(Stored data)
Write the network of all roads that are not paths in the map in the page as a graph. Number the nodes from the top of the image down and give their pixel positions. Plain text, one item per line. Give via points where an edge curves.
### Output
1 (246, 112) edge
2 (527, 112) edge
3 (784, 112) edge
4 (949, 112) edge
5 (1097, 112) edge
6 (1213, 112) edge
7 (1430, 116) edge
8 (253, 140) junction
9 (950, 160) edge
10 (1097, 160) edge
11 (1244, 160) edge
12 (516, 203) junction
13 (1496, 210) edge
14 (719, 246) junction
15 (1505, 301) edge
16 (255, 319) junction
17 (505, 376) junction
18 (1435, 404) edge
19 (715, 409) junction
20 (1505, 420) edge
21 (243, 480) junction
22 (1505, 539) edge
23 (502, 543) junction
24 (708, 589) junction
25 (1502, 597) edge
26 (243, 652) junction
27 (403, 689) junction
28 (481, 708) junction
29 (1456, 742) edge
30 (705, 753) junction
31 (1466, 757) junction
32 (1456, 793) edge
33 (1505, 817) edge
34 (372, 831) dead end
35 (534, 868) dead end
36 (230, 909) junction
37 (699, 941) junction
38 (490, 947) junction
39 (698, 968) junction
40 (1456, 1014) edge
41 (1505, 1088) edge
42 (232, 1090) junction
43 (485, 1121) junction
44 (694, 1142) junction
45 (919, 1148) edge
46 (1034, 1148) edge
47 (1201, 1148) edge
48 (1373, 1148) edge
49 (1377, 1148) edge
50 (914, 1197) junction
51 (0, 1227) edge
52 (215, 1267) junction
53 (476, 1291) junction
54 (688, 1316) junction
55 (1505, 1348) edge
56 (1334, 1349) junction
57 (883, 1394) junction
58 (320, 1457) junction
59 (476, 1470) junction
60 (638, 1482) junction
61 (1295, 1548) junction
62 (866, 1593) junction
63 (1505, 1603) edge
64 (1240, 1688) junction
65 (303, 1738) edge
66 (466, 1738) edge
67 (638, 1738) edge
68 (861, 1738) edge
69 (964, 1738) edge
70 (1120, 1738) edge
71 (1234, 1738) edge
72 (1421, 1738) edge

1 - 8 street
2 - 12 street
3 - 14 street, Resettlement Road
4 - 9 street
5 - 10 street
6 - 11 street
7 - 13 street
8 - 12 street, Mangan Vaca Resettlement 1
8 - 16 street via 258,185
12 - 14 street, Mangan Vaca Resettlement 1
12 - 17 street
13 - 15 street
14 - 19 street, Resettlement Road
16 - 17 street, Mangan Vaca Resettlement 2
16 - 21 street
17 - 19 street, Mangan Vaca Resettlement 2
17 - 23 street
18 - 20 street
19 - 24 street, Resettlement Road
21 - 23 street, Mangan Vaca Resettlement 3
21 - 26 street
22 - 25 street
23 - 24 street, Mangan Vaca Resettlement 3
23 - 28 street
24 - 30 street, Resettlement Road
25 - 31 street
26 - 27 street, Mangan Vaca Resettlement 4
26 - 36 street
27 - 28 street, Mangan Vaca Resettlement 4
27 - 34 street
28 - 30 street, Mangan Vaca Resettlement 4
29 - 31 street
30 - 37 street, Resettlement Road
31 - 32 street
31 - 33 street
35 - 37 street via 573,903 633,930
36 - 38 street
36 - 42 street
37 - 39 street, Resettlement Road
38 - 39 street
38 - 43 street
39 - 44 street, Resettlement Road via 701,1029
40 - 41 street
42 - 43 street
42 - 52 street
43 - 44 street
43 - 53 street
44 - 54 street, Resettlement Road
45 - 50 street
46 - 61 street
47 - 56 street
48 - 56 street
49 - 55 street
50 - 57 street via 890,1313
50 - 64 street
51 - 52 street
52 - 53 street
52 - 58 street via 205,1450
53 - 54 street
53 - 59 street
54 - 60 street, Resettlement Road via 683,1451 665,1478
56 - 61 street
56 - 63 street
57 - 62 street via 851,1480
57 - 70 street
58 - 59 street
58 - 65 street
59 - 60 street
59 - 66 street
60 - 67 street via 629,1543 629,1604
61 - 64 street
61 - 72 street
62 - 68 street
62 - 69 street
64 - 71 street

### Exercise description
Every one of the entries must be printed exactly.

### Completed task
Write the network of all roads that are not paths in the map in the page as a graph. Number the nodes from the top of the image down and give their pixel positions. Plain text, one item per line. Give via points where an edge curves.
### Output
1 (246, 112) edge
2 (527, 112) edge
3 (784, 112) edge
4 (949, 112) edge
5 (1097, 112) edge
6 (1213, 112) edge
7 (1430, 116) edge
8 (253, 140) junction
9 (950, 160) edge
10 (1097, 160) edge
11 (1244, 160) edge
12 (516, 203) junction
13 (1496, 210) edge
14 (719, 246) junction
15 (1505, 301) edge
16 (255, 319) junction
17 (505, 376) junction
18 (1435, 404) edge
19 (715, 409) junction
20 (1505, 420) edge
21 (243, 480) junction
22 (1505, 539) edge
23 (502, 543) junction
24 (708, 589) junction
25 (1502, 597) edge
26 (243, 652) junction
27 (403, 689) junction
28 (481, 708) junction
29 (1456, 742) edge
30 (705, 753) junction
31 (1466, 757) junction
32 (1456, 793) edge
33 (1505, 817) edge
34 (372, 831) dead end
35 (534, 868) dead end
36 (230, 909) junction
37 (699, 941) junction
38 (490, 947) junction
39 (698, 968) junction
40 (1456, 1014) edge
41 (1505, 1088) edge
42 (232, 1090) junction
43 (485, 1121) junction
44 (694, 1142) junction
45 (919, 1148) edge
46 (1034, 1148) edge
47 (1201, 1148) edge
48 (1373, 1148) edge
49 (1377, 1148) edge
50 (914, 1197) junction
51 (0, 1227) edge
52 (215, 1267) junction
53 (476, 1291) junction
54 (688, 1316) junction
55 (1505, 1348) edge
56 (1334, 1349) junction
57 (883, 1394) junction
58 (320, 1457) junction
59 (476, 1470) junction
60 (638, 1482) junction
61 (1295, 1548) junction
62 (866, 1593) junction
63 (1505, 1603) edge
64 (1240, 1688) junction
65 (303, 1738) edge
66 (466, 1738) edge
67 (638, 1738) edge
68 (861, 1738) edge
69 (964, 1738) edge
70 (1120, 1738) edge
71 (1234, 1738) edge
72 (1421, 1738) edge

1 - 8 street
2 - 12 street
3 - 14 street, Resettlement Road
4 - 9 street
5 - 10 street
6 - 11 street
7 - 13 street
8 - 12 street, Mangan Vaca Resettlement 1
8 - 16 street via 258,185
12 - 14 street, Mangan Vaca Resettlement 1
12 - 17 street
13 - 15 street
14 - 19 street, Resettlement Road
16 - 17 street, Mangan Vaca Resettlement 2
16 - 21 street
17 - 19 street, Mangan Vaca Resettlement 2
17 - 23 street
18 - 20 street
19 - 24 street, Resettlement Road
21 - 23 street, Mangan Vaca Resettlement 3
21 - 26 street
22 - 25 street
23 - 24 street, Mangan Vaca Resettlement 3
23 - 28 street
24 - 30 street, Resettlement Road
25 - 31 street
26 - 27 street, Mangan Vaca Resettlement 4
26 - 36 street
27 - 28 street, Mangan Vaca Resettlement 4
27 - 34 street
28 - 30 street, Mangan Vaca Resettlement 4
29 - 31 street
30 - 37 street, Resettlement Road
31 - 32 street
31 - 33 street
35 - 37 street via 573,903 633,930
36 - 38 street
36 - 42 street
37 - 39 street, Resettlement Road
38 - 39 street
38 - 43 street
39 - 44 street, Resettlement Road via 701,1029
40 - 41 street
42 - 43 street
42 - 52 street
43 - 44 street
43 - 53 street
44 - 54 street, Resettlement Road
45 - 50 street
46 - 61 street
47 - 56 street
48 - 56 street
49 - 55 street
50 - 57 street via 890,1313
50 - 64 street
51 - 52 street
52 - 53 street
52 - 58 street via 205,1450
53 - 54 street
53 - 59 street
54 - 60 street, Resettlement Road via 683,1451 665,1478
56 - 61 street
56 - 63 street
57 - 62 street via 851,1480
57 - 70 street
58 - 59 street
58 - 65 street
59 - 60 street
59 - 66 street
60 - 67 street via 629,1543 629,1604
61 - 64 street
61 - 72 street
62 - 68 street
62 - 69 street
64 - 71 street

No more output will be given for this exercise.